======== DATA FOR THIS TASK

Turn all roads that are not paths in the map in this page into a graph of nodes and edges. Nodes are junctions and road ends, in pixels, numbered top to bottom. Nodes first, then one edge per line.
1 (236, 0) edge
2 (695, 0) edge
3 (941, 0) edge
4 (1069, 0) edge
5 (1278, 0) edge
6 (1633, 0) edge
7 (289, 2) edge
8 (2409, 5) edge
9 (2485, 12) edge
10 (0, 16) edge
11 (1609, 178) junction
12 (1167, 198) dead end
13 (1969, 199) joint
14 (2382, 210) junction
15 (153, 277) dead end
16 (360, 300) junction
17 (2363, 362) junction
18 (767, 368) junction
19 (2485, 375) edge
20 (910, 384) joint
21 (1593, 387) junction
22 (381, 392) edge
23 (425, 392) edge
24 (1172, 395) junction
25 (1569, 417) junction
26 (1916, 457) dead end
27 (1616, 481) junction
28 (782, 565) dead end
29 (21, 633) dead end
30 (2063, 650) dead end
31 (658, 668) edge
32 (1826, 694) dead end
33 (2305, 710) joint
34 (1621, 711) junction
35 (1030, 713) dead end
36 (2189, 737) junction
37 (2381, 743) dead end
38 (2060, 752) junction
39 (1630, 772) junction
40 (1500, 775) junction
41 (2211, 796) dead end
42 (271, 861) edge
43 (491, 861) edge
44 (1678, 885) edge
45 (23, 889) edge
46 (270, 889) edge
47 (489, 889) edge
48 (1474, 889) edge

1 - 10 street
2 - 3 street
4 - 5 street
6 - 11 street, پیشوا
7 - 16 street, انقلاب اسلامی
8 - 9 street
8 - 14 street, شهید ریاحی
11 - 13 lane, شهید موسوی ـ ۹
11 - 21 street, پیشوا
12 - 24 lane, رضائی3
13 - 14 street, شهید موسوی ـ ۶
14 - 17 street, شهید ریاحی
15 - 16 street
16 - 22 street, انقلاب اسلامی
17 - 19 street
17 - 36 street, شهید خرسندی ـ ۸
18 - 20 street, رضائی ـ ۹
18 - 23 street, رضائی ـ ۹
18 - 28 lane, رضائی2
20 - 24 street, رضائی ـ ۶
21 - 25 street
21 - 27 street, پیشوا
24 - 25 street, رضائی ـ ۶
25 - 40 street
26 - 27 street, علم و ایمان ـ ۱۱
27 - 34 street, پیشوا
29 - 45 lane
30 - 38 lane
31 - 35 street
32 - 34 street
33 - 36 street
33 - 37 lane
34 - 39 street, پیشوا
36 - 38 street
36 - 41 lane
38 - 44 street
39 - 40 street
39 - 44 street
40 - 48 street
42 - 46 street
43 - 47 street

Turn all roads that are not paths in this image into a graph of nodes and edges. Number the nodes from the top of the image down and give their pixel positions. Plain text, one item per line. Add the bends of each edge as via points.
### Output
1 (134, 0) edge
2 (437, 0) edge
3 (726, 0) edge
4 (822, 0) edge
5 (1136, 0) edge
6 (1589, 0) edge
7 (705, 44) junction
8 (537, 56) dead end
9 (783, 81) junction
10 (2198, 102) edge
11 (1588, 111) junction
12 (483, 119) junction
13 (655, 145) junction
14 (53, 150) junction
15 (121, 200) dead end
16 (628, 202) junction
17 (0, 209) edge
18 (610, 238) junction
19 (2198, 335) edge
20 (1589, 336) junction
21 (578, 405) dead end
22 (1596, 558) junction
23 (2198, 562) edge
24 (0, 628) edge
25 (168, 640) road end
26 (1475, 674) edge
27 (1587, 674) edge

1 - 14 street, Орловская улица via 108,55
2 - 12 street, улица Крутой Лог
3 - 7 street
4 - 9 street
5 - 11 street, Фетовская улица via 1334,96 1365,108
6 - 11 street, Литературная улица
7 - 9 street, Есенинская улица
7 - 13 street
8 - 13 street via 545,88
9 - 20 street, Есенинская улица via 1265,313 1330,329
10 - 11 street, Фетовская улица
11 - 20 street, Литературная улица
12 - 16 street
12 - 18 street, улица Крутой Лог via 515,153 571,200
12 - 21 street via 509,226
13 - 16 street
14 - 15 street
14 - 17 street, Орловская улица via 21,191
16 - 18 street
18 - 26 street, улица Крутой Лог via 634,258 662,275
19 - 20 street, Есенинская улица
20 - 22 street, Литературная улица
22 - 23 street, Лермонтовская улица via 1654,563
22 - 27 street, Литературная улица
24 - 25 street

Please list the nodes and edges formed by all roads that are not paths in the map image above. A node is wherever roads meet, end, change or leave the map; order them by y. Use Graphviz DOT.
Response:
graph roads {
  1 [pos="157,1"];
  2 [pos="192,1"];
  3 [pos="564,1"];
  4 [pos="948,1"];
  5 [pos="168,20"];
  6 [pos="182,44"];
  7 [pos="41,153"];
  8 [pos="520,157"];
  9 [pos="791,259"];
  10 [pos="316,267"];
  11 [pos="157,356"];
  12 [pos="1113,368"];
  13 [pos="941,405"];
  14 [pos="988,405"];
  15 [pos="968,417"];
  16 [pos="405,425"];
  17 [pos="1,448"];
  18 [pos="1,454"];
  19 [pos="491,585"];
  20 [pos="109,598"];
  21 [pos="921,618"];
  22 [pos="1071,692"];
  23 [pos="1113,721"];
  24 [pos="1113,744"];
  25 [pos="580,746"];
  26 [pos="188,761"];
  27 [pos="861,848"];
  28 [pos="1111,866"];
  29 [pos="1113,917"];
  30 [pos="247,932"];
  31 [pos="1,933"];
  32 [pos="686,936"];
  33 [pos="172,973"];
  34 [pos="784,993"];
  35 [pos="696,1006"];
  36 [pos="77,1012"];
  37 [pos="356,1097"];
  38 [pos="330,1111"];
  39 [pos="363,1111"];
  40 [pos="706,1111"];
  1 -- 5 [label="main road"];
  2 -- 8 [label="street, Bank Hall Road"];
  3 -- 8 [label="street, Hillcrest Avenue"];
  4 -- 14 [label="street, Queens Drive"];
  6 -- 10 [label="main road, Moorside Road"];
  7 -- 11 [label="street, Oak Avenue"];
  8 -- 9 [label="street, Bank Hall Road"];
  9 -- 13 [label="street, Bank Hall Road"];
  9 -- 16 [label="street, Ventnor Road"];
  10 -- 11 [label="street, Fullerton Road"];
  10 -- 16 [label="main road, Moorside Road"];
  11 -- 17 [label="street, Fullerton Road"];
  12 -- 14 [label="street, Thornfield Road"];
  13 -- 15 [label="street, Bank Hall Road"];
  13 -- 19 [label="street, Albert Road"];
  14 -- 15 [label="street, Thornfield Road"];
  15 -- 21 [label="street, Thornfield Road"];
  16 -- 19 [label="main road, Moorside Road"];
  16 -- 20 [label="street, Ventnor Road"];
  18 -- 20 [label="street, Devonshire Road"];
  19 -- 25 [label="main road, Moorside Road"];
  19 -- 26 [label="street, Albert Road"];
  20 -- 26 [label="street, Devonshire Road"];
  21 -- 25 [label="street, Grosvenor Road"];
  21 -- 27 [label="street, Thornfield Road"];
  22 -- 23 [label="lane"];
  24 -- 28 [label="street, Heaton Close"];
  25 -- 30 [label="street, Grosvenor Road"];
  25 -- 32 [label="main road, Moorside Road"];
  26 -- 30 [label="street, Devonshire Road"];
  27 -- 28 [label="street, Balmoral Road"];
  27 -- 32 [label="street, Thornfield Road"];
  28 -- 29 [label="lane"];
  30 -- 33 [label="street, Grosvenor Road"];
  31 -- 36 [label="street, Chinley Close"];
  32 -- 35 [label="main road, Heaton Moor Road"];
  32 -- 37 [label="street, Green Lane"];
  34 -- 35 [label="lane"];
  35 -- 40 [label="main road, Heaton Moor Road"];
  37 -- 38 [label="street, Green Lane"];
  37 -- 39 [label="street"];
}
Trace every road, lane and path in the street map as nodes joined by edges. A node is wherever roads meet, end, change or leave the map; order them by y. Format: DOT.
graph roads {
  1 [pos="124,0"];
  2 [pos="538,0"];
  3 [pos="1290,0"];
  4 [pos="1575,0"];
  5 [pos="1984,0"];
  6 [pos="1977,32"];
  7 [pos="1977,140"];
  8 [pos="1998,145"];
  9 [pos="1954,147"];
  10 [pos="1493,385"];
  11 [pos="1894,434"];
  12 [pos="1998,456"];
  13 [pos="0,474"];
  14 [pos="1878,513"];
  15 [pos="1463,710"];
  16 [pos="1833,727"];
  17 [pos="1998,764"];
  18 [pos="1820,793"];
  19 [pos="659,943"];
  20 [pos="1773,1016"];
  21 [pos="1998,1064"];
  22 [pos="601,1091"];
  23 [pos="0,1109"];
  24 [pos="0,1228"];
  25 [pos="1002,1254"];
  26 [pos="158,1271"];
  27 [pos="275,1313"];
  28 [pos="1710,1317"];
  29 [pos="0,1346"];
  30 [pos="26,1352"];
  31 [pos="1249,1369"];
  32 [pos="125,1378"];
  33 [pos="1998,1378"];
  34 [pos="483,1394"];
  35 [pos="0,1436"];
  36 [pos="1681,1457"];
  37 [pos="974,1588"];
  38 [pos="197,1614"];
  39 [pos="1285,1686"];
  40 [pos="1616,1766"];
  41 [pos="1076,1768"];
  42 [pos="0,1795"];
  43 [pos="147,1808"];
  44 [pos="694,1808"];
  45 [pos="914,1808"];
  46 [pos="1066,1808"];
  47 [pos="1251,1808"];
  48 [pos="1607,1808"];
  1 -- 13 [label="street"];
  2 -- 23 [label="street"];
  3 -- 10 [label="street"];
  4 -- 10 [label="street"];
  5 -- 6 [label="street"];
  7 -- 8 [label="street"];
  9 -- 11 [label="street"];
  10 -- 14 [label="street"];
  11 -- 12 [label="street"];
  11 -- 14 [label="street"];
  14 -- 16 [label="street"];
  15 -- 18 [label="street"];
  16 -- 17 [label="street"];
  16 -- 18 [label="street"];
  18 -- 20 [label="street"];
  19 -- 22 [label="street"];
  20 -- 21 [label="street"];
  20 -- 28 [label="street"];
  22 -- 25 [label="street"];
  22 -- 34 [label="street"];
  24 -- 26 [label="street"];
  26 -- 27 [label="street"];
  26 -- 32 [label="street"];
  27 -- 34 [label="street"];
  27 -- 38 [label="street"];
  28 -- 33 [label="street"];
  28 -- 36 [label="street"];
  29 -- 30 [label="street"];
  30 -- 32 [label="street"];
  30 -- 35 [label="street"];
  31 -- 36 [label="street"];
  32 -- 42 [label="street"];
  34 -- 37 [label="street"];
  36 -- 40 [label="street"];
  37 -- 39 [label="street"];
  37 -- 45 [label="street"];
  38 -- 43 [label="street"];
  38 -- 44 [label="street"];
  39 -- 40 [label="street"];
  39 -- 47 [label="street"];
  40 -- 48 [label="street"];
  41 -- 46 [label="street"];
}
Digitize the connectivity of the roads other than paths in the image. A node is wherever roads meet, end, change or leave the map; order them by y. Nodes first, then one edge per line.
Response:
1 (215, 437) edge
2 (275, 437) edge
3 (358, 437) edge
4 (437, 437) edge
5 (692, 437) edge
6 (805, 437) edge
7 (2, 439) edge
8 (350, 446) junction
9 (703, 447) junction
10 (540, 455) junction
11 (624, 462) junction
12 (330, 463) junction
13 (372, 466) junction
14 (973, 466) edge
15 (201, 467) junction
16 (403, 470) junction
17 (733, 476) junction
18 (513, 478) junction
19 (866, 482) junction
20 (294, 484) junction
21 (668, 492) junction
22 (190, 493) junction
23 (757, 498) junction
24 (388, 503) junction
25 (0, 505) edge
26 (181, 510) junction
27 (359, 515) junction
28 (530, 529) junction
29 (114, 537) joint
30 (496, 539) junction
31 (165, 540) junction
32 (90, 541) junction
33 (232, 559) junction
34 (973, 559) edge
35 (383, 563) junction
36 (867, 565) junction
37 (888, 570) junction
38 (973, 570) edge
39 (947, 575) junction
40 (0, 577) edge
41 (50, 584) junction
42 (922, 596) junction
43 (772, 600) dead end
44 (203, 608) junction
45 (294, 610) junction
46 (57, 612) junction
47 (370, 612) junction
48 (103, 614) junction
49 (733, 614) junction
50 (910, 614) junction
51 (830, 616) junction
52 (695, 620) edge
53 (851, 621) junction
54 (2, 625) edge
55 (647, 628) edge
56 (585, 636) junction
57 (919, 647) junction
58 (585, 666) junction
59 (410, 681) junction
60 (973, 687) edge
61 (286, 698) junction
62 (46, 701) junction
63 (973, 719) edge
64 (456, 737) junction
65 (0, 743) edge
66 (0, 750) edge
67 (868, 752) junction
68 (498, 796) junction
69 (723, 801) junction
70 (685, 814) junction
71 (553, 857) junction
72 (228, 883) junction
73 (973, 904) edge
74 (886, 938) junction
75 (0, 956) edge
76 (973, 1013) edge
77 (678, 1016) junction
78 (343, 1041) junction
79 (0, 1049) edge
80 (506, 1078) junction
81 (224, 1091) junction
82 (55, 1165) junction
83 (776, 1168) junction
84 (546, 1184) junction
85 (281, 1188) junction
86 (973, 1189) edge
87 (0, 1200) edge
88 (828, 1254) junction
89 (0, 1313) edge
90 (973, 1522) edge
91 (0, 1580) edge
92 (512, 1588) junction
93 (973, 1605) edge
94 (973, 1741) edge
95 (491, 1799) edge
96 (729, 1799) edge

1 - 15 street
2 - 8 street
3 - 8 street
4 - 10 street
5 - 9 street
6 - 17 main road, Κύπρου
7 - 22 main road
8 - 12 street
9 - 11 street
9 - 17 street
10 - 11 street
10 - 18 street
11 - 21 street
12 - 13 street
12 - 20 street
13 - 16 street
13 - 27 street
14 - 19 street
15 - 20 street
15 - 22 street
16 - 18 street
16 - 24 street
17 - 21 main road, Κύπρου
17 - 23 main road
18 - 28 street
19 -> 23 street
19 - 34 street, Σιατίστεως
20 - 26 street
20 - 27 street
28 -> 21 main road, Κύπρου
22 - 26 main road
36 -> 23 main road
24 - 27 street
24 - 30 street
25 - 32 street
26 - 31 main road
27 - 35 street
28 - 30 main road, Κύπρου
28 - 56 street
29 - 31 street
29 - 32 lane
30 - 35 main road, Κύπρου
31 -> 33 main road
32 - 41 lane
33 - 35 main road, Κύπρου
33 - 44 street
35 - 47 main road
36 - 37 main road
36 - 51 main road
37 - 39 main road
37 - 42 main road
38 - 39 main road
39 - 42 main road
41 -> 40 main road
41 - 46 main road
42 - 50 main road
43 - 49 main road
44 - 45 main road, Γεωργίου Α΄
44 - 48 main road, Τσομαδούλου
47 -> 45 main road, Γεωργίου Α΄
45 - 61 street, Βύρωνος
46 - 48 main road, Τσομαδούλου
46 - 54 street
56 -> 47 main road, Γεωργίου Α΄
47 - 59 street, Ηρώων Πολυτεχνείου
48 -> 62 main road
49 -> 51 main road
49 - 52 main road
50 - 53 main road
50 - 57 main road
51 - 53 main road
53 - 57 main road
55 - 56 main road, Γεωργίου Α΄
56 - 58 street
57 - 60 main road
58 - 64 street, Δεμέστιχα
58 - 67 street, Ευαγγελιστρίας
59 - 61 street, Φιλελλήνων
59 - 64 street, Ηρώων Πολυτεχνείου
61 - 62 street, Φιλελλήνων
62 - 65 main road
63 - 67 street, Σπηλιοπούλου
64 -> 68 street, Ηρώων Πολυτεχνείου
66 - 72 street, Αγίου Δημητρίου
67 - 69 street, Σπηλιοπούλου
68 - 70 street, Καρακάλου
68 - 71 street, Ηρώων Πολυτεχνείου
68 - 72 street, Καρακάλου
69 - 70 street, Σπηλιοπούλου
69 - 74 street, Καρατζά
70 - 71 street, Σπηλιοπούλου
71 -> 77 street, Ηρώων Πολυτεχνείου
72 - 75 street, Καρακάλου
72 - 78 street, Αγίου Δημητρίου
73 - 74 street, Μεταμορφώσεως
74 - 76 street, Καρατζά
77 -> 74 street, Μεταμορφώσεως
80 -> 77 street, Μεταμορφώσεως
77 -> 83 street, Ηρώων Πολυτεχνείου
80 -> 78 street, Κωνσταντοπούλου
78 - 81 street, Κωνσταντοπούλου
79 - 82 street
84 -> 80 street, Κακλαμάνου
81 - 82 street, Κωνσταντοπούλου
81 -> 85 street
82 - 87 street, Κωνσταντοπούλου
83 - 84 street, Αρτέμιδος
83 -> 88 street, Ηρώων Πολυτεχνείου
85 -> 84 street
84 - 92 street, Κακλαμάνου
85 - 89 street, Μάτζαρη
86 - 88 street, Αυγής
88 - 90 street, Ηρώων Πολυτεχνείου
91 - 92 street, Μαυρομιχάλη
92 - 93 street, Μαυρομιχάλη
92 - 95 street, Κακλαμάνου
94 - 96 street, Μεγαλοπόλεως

================

### WHAT YOU HAVE TO DO
Count the lines in the records above that contain the word "Κύπρου", and report only that number.

### SOLUTION TO THIS PROBLEM
6